Stored items
BEGIN
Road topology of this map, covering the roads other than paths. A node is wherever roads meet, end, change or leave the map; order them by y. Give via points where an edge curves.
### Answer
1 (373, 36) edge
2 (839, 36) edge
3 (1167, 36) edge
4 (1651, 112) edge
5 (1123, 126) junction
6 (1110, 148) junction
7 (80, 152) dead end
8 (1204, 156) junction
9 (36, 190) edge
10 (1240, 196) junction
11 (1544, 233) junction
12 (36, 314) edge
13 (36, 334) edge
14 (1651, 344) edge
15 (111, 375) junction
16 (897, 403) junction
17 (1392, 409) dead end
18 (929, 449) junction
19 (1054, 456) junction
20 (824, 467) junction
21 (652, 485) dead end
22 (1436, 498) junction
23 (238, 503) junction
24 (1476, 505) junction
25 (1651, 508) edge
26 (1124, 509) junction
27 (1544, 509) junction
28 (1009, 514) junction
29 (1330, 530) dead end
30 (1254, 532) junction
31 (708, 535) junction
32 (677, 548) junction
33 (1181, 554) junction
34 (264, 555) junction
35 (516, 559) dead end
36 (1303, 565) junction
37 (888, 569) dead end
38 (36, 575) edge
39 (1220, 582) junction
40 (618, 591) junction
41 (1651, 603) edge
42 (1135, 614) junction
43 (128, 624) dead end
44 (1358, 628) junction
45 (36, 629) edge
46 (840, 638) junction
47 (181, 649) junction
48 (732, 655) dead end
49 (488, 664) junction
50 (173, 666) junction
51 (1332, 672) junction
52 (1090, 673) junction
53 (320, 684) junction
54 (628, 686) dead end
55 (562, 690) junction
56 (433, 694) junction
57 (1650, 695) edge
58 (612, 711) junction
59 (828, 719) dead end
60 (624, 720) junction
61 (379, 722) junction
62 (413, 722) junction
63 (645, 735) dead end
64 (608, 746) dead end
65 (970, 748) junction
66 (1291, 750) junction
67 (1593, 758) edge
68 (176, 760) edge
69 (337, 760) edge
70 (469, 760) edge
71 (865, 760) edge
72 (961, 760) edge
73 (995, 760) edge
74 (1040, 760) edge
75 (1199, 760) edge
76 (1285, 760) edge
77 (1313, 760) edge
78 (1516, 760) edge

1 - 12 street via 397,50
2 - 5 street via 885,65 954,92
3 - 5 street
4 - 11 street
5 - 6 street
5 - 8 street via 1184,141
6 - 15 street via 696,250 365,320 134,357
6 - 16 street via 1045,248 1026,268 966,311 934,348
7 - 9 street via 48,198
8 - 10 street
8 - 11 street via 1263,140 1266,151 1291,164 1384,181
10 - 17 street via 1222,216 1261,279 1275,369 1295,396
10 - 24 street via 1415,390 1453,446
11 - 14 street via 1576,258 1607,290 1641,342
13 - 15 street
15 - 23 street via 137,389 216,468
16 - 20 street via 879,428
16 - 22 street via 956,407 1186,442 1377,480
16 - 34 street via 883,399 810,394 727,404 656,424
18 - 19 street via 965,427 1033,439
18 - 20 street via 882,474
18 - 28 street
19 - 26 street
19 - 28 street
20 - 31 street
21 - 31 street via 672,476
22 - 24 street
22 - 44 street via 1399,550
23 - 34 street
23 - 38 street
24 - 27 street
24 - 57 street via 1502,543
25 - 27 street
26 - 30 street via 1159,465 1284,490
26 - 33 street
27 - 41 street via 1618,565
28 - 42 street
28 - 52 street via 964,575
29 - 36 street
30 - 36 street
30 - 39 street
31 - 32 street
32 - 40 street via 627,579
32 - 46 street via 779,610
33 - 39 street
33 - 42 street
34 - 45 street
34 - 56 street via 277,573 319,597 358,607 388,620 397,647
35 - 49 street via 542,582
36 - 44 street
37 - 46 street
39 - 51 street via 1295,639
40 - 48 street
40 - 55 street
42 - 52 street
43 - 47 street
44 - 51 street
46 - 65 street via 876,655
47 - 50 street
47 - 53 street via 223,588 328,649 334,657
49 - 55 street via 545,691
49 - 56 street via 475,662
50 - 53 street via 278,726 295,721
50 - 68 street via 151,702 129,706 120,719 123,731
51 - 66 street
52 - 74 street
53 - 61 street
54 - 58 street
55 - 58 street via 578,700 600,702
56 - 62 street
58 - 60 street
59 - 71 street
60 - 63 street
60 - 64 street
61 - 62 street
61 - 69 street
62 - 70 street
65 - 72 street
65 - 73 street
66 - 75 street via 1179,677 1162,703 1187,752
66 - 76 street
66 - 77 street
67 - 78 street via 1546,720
END
• [Problem to solve]
Now write the data shown above out again, word for word.

• [Result of the exercise]
Road topology of this map, covering the roads other than paths. A node is wherever roads meet, end, change or leave the map; order them by y. Give via points where an edge curves.
### Answer
1 (373, 36) edge
2 (839, 36) edge
3 (1167, 36) edge
4 (1651, 112) edge
5 (1123, 126) junction
6 (1110, 148) junction
7 (80, 152) dead end
8 (1204, 156) junction
9 (36, 190) edge
10 (1240, 196) junction
11 (1544, 233) junction
12 (36, 314) edge
13 (36, 334) edge
14 (1651, 344) edge
15 (111, 375) junction
16 (897, 403) junction
17 (1392, 409) dead end
18 (929, 449) junction
19 (1054, 456) junction
20 (824, 467) junction
21 (652, 485) dead end
22 (1436, 498) junction
23 (238, 503) junction
24 (1476, 505) junction
25 (1651, 508) edge
26 (1124, 509) junction
27 (1544, 509) junction
28 (1009, 514) junction
29 (1330, 530) dead end
30 (1254, 532) junction
31 (708, 535) junction
32 (677, 548) junction
33 (1181, 554) junction
34 (264, 555) junction
35 (516, 559) dead end
36 (1303, 565) junction
37 (888, 569) dead end
38 (36, 575) edge
39 (1220, 582) junction
40 (618, 591) junction
41 (1651, 603) edge
42 (1135, 614) junction
43 (128, 624) dead end
44 (1358, 628) junction
45 (36, 629) edge
46 (840, 638) junction
47 (181, 649) junction
48 (732, 655) dead end
49 (488, 664) junction
50 (173, 666) junction
51 (1332, 672) junction
52 (1090, 673) junction
53 (320, 684) junction
54 (628, 686) dead end
55 (562, 690) junction
56 (433, 694) junction
57 (1650, 695) edge
58 (612, 711) junction
59 (828, 719) dead end
60 (624, 720) junction
61 (379, 722) junction
62 (413, 722) junction
63 (645, 735) dead end
64 (608, 746) dead end
65 (970, 748) junction
66 (1291, 750) junction
67 (1593, 758) edge
68 (176, 760) edge
69 (337, 760) edge
70 (469, 760) edge
71 (865, 760) edge
72 (961, 760) edge
73 (995, 760) edge
74 (1040, 760) edge
75 (1199, 760) edge
76 (1285, 760) edge
77 (1313, 760) edge
78 (1516, 760) edge

1 - 12 street via 397,50
2 - 5 street via 885,65 954,92
3 - 5 street
4 - 11 street
5 - 6 street
5 - 8 street via 1184,141
6 - 15 street via 696,250 365,320 134,357
6 - 16 street via 1045,248 1026,268 966,311 934,348
7 - 9 street via 48,198
8 - 10 street
8 - 11 street via 1263,140 1266,151 1291,164 1384,181
10 - 17 street via 1222,216 1261,279 1275,369 1295,396
10 - 24 street via 1415,390 1453,446
11 - 14 street via 1576,258 1607,290 1641,342
13 - 15 street
15 - 23 street via 137,389 216,468
16 - 20 street via 879,428
16 - 22 street via 956,407 1186,442 1377,480
16 - 34 street via 883,399 810,394 727,404 656,424
18 - 19 street via 965,427 1033,439
18 - 20 street via 882,474
18 - 28 street
19 - 26 street
19 - 28 street
20 - 31 street
21 - 31 street via 672,476
22 - 24 street
22 - 44 street via 1399,550
23 - 34 street
23 - 38 street
24 - 27 street
24 - 57 street via 1502,543
25 - 27 street
26 - 30 street via 1159,465 1284,490
26 - 33 street
27 - 41 street via 1618,565
28 - 42 street
28 - 52 street via 964,575
29 - 36 street
30 - 36 street
30 - 39 street
31 - 32 street
32 - 40 street via 627,579
32 - 46 street via 779,610
33 - 39 street
33 - 42 street
34 - 45 street
34 - 56 street via 277,573 319,597 358,607 388,620 397,647
35 - 49 street via 542,582
36 - 44 street
37 - 46 street
39 - 51 street via 1295,639
40 - 48 street
40 - 55 street
42 - 52 street
43 - 47 street
44 - 51 street
46 - 65 street via 876,655
47 - 50 street
47 - 53 street via 223,588 328,649 334,657
49 - 55 street via 545,691
49 - 56 street via 475,662
50 - 53 street via 278,726 295,721
50 - 68 street via 151,702 129,706 120,719 123,731
51 - 66 street
52 - 74 street
53 - 61 street
54 - 58 street
55 - 58 street via 578,700 600,702
56 - 62 street
58 - 60 street
59 - 71 street
60 - 63 street
60 - 64 street
61 - 62 street
61 - 69 street
62 - 70 street
65 - 72 street
65 - 73 street
66 - 75 street via 1179,677 1162,703 1187,752
66 - 76 street
66 - 77 street
67 - 78 street via 1546,720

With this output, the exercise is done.